# TASK BRIEF:
Whichever lines of the material contain "PHRA", copy each of them.
★ ★ ★ ★
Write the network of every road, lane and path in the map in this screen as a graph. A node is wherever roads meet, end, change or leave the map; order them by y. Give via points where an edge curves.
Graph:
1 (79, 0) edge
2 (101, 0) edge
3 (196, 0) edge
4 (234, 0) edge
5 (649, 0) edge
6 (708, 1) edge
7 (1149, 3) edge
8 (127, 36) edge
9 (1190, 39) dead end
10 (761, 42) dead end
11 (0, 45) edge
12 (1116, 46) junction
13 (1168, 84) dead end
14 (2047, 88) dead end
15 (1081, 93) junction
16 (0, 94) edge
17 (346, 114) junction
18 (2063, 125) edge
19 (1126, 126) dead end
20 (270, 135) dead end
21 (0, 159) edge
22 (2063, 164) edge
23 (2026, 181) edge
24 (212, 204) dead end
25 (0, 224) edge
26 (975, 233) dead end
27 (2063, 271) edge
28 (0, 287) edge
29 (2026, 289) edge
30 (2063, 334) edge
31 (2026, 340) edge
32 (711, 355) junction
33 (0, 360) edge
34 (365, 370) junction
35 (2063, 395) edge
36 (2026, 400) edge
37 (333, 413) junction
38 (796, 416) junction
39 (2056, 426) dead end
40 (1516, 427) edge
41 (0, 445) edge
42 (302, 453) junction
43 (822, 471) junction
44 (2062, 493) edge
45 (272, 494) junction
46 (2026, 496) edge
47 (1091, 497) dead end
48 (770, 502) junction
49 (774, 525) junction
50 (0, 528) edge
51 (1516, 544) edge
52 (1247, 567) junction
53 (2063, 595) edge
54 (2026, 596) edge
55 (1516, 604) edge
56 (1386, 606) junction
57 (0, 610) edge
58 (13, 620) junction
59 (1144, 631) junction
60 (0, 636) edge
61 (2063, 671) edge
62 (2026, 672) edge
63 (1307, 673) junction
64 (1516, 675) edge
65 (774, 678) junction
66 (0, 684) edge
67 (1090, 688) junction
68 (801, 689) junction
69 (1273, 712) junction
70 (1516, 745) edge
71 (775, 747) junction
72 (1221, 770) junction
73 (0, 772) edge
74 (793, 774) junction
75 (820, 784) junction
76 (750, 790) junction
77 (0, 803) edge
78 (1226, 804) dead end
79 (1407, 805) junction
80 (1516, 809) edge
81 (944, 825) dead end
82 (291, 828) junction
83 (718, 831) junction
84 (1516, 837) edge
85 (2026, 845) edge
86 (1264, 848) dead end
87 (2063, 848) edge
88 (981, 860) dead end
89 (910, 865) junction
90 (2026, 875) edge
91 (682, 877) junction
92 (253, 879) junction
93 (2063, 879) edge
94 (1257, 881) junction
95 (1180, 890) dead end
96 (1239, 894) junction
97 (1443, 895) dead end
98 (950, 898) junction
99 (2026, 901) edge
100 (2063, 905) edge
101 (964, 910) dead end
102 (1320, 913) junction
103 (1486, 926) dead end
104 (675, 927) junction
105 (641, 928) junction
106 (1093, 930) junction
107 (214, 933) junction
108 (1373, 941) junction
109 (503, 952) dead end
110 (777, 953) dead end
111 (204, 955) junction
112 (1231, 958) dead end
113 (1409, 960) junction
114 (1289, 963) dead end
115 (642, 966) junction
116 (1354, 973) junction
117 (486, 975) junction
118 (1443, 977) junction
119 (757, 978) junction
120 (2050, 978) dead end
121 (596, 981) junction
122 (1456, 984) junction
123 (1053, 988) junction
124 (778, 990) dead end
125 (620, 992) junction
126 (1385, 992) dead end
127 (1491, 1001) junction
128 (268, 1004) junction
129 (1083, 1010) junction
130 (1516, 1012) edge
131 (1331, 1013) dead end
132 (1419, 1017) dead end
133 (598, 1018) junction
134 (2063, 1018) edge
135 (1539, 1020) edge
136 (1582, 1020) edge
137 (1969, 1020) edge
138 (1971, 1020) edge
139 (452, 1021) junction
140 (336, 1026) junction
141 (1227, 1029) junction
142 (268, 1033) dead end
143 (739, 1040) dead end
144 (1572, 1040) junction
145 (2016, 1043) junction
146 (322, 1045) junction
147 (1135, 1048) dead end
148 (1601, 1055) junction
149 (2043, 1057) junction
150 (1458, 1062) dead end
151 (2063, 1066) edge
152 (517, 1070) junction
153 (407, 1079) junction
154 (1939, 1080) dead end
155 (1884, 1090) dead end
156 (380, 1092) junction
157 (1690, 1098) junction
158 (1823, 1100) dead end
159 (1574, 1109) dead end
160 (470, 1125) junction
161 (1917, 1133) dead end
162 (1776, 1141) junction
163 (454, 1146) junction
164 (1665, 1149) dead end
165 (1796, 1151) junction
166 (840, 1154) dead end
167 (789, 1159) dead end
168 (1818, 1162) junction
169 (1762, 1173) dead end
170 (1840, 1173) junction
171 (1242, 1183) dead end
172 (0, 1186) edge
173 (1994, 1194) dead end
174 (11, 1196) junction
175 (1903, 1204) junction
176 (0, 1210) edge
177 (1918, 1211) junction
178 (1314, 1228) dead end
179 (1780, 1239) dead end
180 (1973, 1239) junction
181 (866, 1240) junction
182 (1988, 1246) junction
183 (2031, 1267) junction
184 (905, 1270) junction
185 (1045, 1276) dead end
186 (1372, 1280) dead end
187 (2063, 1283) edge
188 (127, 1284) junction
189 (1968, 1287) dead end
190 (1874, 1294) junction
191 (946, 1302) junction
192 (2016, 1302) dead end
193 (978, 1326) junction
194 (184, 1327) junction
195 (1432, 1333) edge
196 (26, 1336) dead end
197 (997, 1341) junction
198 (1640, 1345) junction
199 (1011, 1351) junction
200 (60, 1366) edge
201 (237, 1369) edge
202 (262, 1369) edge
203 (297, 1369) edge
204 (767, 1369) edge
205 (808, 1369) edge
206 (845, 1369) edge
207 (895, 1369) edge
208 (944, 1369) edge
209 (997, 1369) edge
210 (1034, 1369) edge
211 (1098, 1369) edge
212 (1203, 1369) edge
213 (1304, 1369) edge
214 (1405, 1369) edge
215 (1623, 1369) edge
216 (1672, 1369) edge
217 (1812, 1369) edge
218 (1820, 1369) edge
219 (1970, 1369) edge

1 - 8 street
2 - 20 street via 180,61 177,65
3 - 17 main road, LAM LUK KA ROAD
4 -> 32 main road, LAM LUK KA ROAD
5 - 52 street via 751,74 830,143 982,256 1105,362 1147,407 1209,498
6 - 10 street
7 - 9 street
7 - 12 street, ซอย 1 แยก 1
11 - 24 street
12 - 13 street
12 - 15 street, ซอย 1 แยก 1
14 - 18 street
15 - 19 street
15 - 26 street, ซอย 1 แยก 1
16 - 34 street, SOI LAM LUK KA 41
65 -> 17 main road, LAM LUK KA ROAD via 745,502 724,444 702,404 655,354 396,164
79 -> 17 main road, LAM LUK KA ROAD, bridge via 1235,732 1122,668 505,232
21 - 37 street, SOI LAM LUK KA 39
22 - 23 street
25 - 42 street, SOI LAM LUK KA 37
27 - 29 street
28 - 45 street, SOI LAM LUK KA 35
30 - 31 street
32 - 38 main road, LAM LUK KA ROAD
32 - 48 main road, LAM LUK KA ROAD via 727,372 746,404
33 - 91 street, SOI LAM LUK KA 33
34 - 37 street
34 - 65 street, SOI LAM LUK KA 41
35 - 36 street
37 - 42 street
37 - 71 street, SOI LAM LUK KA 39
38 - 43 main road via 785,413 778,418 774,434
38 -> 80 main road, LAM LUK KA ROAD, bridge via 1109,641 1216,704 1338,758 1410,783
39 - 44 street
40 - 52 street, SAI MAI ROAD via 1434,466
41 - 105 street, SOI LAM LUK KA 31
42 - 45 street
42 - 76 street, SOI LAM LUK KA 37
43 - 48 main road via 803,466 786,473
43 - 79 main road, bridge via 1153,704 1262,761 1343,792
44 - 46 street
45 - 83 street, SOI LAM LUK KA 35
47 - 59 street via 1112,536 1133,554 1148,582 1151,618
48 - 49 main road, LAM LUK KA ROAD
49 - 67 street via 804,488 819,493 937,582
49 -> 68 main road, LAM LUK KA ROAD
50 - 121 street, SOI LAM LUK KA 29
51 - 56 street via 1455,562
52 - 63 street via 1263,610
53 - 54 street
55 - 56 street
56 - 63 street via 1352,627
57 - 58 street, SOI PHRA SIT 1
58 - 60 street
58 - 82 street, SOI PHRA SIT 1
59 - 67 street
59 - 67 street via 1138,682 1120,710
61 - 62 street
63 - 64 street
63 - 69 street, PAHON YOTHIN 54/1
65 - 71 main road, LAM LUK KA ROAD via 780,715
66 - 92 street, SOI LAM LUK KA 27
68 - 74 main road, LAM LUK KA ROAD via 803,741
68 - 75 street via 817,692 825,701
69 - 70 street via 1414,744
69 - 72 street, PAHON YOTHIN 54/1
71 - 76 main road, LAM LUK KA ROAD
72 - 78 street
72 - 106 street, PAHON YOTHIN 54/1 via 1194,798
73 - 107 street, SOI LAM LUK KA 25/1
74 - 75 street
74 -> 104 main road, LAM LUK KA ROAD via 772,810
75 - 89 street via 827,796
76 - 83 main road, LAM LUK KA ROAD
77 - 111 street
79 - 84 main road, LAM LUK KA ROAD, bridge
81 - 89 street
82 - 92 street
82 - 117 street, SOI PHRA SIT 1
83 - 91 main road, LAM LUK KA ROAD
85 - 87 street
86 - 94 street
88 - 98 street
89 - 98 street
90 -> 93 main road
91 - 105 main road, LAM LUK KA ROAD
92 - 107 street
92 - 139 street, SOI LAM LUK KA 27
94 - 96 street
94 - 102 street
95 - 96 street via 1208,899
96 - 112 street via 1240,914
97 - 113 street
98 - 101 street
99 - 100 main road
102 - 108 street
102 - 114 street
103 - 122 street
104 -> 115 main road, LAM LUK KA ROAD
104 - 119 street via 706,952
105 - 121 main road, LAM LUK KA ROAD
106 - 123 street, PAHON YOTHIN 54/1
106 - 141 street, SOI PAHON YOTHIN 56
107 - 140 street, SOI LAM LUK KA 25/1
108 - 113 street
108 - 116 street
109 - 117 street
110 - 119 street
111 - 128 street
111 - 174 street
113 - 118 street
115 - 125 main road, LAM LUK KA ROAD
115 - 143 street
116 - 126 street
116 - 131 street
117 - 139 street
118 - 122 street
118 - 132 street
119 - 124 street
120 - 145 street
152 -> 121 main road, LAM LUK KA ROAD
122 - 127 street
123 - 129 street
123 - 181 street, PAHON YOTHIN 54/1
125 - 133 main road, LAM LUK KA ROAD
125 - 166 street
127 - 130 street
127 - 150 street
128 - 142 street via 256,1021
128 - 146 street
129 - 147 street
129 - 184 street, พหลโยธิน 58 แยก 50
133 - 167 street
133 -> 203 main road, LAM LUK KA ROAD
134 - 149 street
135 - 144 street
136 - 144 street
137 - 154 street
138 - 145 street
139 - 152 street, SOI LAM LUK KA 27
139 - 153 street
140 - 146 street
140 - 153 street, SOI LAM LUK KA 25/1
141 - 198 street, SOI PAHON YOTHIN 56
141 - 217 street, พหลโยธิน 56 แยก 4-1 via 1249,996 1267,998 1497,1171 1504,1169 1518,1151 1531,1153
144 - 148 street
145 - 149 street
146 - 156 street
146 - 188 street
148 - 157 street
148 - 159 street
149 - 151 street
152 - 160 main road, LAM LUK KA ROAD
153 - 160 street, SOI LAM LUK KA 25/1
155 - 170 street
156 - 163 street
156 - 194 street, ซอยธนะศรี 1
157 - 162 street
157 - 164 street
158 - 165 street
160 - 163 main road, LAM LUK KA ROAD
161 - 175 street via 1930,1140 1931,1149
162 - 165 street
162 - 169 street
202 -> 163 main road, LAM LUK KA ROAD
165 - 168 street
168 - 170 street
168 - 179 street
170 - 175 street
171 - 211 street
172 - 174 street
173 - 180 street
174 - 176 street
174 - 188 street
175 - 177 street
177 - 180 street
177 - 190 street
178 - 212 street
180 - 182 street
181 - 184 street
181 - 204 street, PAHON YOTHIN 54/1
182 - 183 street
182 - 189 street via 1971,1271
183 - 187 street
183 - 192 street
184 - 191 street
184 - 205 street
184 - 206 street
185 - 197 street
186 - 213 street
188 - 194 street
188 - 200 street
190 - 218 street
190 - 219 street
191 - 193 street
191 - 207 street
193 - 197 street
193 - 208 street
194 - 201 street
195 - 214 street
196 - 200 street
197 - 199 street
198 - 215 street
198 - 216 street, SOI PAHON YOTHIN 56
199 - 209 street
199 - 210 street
★ ★ ★ ★
# EXPECTED OUTPUT:
57 - 58 street, SOI PHRA SIT 1
58 - 82 street, SOI PHRA SIT 1
82 - 117 street, SOI PHRA SIT 1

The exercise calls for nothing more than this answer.